↓
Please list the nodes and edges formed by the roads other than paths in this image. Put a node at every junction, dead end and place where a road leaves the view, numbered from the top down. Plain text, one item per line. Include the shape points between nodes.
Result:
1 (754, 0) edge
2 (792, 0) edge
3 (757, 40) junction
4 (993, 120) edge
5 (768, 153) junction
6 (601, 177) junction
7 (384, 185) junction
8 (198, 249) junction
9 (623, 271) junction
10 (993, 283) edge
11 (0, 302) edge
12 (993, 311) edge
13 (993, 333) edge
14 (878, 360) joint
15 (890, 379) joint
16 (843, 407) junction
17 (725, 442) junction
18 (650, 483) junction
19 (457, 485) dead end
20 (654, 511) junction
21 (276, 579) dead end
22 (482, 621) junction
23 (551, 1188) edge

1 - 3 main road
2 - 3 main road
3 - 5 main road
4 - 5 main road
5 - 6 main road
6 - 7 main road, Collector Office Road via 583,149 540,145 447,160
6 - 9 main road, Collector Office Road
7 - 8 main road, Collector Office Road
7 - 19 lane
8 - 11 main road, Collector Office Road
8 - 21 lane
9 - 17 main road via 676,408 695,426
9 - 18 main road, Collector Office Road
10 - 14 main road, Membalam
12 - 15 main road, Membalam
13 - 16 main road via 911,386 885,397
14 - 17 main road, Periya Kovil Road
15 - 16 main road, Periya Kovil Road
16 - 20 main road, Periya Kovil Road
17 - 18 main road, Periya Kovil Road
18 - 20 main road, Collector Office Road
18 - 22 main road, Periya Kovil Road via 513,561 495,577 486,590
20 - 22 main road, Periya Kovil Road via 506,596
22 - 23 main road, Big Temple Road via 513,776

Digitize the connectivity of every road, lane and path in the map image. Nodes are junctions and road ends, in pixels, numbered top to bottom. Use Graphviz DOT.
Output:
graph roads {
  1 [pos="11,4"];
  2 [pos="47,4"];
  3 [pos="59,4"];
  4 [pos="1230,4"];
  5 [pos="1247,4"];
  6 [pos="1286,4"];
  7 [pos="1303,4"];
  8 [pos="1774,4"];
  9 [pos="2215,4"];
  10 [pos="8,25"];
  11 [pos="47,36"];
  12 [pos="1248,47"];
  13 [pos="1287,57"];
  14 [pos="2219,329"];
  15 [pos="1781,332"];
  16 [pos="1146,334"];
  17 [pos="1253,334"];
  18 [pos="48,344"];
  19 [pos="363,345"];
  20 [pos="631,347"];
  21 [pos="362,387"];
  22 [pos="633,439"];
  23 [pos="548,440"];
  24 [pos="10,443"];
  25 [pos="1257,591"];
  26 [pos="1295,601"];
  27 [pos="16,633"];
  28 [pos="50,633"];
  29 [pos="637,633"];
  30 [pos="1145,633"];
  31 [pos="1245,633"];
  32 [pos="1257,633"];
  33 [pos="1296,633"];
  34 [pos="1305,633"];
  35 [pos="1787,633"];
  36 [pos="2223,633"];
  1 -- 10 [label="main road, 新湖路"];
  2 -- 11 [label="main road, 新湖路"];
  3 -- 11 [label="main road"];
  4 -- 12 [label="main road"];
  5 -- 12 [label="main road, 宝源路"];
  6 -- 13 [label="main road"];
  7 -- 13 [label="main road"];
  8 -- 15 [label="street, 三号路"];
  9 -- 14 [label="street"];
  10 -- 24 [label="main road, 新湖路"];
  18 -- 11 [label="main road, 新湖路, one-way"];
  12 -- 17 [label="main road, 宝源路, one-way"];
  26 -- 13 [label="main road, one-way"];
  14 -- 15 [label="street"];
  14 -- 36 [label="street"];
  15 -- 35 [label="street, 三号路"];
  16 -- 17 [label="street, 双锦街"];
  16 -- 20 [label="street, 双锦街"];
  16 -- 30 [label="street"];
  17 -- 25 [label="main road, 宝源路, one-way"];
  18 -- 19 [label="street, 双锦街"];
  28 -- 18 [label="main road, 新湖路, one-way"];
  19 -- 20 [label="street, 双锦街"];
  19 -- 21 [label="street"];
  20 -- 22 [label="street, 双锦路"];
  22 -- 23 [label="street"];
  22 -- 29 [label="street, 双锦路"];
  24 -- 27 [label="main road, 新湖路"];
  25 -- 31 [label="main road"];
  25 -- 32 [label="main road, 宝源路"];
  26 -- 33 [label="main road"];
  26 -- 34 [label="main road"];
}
↑
WHAT IS EXPECTED: Would you repeat each of the records above exactly?

TASK ANSWER:
Please list the nodes and edges formed by the roads other than paths in this image. Put a node at every junction, dead end and place where a road leaves the view, numbered from the top down. Plain text, one item per line. Include the shape points between nodes.
Result:
1 (754, 0) edge
2 (792, 0) edge
3 (757, 40) junction
4 (993, 120) edge
5 (768, 153) junction
6 (601, 177) junction
7 (384, 185) junction
8 (198, 249) junction
9 (623, 271) junction
10 (993, 283) edge
11 (0, 302) edge
12 (993, 311) edge
13 (993, 333) edge
14 (878, 360) joint
15 (890, 379) joint
16 (843, 407) junction
17 (725, 442) junction
18 (650, 483) junction
19 (457, 485) dead end
20 (654, 511) junction
21 (276, 579) dead end
22 (482, 621) junction
23 (551, 1188) edge

1 - 3 main road
2 - 3 main road
3 - 5 main road
4 - 5 main road
5 - 6 main road
6 - 7 main road, Collector Office Road via 583,149 540,145 447,160
6 - 9 main road, Collector Office Road
7 - 8 main road, Collector Office Road
7 - 19 lane
8 - 11 main road, Collector Office Road
8 - 21 lane
9 - 17 main road via 676,408 695,426
9 - 18 main road, Collector Office Road
10 - 14 main road, Membalam
12 - 15 main road, Membalam
13 - 16 main road via 911,386 885,397
14 - 17 main road, Periya Kovil Road
15 - 16 main road, Periya Kovil Road
16 - 20 main road, Periya Kovil Road
17 - 18 main road, Periya Kovil Road
18 - 20 main road, Collector Office Road
18 - 22 main road, Periya Kovil Road via 513,561 495,577 486,590
20 - 22 main road, Periya Kovil Road via 506,596
22 - 23 main road, Big Temple Road via 513,776

Digitize the connectivity of every road, lane and path in the map image. Nodes are junctions and road ends, in pixels, numbered top to bottom. Use Graphviz DOT.
Output:
graph roads {
  1 [pos="11,4"];
  2 [pos="47,4"];
  3 [pos="59,4"];
  4 [pos="1230,4"];
  5 [pos="1247,4"];
  6 [pos="1286,4"];
  7 [pos="1303,4"];
  8 [pos="1774,4"];
  9 [pos="2215,4"];
  10 [pos="8,25"];
  11 [pos="47,36"];
  12 [pos="1248,47"];
  13 [pos="1287,57"];
  14 [pos="2219,329"];
  15 [pos="1781,332"];
  16 [pos="1146,334"];
  17 [pos="1253,334"];
  18 [pos="48,344"];
  19 [pos="363,345"];
  20 [pos="631,347"];
  21 [pos="362,387"];
  22 [pos="633,439"];
  23 [pos="548,440"];
  24 [pos="10,443"];
  25 [pos="1257,591"];
  26 [pos="1295,601"];
  27 [pos="16,633"];
  28 [pos="50,633"];
  29 [pos="637,633"];
  30 [pos="1145,633"];
  31 [pos="1245,633"];
  32 [pos="1257,633"];
  33 [pos="1296,633"];
  34 [pos="1305,633"];
  35 [pos="1787,633"];
  36 [pos="2223,633"];
  1 -- 10 [label="main road, 新湖路"];
  2 -- 11 [label="main road, 新湖路"];
  3 -- 11 [label="main road"];
  4 -- 12 [label="main road"];
  5 -- 12 [label="main road, 宝源路"];
  6 -- 13 [label="main road"];
  7 -- 13 [label="main road"];
  8 -- 15 [label="street, 三号路"];
  9 -- 14 [label="street"];
  10 -- 24 [label="main road, 新湖路"];
  18 -- 11 [label="main road, 新湖路, one-way"];
  12 -- 17 [label="main road, 宝源路, one-way"];
  26 -- 13 [label="main road, one-way"];
  14 -- 15 [label="street"];
  14 -- 36 [label="street"];
  15 -- 35 [label="street, 三号路"];
  16 -- 17 [label="street, 双锦街"];
  16 -- 20 [label="street, 双锦街"];
  16 -- 30 [label="street"];
  17 -- 25 [label="main road, 宝源路, one-way"];
  18 -- 19 [label="street, 双锦街"];
  28 -- 18 [label="main road, 新湖路, one-way"];
  19 -- 20 [label="street, 双锦街"];
  19 -- 21 [label="street"];
  20 -- 22 [label="street, 双锦路"];
  22 -- 23 [label="street"];
  22 -- 29 [label="street, 双锦路"];
  24 -- 27 [label="main road, 新湖路"];
  25 -- 31 [label="main road"];
  25 -- 32 [label="main road, 宝源路"];
  26 -- 33 [label="main road"];
  26 -- 34 [label="main road"];
}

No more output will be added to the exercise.